Just before recessing for the summer, Parliament passed amendments to the Telecommunications Act that removed foreign ownership requirements for all but the largest Canadian telecommunications carriers.

As we noted previously, the amendments in question provide that Canadian ownership rules will no longer apply to a telecommunications common carrier if the carrier and all its affiliates have total annual telecommunications revenues that represent less than 10% of total Canadian telecommunications revenues, as determined by the CRTC.  

Based on total reported revenues for 2010, the threshold below which Canadian ownership rules no longer apply is approximately $4.2 billion, and likely growing.  All but the largest wireline and wireless carriers will fall below this threshold, including new wireless entrants, non-dominant carriers, and even several incumbent carriers.

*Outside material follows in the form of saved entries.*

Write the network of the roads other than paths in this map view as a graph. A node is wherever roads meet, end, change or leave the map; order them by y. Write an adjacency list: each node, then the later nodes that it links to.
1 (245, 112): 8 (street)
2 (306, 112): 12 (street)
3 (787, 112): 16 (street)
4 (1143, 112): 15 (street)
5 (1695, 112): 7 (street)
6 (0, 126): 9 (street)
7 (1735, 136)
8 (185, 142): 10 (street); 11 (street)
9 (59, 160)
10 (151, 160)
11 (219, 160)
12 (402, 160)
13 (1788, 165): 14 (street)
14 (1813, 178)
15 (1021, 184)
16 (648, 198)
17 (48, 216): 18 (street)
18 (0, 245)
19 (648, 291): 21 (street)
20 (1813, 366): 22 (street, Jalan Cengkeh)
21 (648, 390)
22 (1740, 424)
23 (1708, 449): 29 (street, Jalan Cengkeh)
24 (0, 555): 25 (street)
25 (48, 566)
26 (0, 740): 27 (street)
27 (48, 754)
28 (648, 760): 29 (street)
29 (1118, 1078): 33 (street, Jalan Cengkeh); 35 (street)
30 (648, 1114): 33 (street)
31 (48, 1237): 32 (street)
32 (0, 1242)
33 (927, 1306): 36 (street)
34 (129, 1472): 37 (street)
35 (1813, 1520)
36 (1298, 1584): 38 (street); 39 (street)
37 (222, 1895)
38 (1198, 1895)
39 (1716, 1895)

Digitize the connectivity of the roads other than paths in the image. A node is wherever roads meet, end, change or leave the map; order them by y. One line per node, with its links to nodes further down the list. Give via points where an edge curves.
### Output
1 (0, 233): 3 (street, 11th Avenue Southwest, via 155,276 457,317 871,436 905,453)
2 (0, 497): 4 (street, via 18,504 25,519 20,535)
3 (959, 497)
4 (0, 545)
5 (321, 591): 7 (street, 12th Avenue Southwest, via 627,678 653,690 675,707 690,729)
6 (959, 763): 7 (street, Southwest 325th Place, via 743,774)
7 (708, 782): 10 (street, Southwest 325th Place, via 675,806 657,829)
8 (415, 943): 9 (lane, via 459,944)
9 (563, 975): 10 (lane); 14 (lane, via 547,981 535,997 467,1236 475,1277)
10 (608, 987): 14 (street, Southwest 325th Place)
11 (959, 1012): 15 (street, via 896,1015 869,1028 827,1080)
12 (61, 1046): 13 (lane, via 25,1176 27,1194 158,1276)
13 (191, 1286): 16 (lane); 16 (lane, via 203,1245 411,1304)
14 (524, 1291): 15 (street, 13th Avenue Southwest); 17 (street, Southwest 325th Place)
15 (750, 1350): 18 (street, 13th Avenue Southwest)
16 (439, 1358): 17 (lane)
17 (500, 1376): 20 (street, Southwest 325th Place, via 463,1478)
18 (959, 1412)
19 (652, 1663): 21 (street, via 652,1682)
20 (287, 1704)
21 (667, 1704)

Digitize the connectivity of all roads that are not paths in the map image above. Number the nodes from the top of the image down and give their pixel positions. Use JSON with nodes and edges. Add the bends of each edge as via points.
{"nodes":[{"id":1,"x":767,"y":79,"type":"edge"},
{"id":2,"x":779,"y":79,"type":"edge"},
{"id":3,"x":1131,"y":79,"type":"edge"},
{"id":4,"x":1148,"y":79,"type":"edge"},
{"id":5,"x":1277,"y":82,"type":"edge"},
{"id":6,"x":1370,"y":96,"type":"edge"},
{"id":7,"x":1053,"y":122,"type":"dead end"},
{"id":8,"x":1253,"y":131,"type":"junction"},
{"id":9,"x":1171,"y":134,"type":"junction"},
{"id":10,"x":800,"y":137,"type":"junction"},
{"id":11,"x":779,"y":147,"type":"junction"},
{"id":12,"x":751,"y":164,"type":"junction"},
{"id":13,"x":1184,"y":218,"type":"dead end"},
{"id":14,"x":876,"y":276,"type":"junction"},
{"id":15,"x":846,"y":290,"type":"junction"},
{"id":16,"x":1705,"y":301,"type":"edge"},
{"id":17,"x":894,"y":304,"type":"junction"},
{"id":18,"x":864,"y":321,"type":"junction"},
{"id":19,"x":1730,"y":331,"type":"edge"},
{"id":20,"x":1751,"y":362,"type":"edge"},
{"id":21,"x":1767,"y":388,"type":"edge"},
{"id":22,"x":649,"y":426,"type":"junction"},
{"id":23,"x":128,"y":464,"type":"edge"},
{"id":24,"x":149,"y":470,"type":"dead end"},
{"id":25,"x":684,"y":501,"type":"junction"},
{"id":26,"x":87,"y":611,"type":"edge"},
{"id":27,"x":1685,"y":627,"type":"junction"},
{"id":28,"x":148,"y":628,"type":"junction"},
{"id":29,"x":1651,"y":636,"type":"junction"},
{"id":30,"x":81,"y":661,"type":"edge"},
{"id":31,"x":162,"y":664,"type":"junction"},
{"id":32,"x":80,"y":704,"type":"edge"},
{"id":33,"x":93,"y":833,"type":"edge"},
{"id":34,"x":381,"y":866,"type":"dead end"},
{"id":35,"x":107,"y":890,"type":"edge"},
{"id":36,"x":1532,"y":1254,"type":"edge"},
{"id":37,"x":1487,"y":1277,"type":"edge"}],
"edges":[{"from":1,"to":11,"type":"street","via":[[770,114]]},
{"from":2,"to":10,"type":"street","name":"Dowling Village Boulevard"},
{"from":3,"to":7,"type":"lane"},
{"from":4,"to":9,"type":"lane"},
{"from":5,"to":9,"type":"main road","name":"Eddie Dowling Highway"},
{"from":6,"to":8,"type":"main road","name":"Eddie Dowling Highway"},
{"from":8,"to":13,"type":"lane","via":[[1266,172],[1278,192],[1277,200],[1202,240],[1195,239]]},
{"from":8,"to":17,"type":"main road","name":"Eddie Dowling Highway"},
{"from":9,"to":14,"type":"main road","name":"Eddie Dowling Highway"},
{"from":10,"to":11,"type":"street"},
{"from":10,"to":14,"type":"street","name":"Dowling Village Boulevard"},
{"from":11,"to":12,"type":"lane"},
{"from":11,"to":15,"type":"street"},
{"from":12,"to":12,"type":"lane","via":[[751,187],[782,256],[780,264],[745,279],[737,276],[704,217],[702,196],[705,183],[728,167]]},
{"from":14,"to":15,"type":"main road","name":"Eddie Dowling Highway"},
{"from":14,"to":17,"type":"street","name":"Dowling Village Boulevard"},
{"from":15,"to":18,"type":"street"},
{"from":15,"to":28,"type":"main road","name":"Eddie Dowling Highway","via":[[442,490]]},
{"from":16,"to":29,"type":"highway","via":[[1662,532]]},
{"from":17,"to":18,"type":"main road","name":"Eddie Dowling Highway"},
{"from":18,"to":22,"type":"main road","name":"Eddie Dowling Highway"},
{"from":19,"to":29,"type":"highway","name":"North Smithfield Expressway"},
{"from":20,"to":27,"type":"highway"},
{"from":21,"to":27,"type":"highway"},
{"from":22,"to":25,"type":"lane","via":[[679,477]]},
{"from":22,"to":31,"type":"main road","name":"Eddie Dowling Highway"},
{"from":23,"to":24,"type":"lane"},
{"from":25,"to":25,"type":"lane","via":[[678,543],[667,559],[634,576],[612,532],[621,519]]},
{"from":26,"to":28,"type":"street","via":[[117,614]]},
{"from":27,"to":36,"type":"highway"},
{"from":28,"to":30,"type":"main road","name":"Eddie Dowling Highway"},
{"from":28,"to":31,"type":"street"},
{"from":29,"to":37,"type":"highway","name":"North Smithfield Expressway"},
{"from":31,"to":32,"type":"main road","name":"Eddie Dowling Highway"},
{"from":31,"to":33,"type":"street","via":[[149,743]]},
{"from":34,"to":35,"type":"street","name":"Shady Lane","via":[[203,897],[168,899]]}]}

Current rules limit foreign ownership in telecommunications carriers to an effective maximum of 46.7%, reflecting combined maximum allowable interests at the operating and holding company levels.  These rules remain in place for larger carriers.  Similar rules also continue to apply to broadcasting undertakings licensed under the Broadcasting Act.

The amendments to the Telecommunications Act were included in Bill C-38, the Jobs, Growth and Long-term Prosperity Act, the 425-page omnibus budget bill, which was passed by the Senate on the afternoon of June 29th, receiving Royal Assent and coming into force that same day.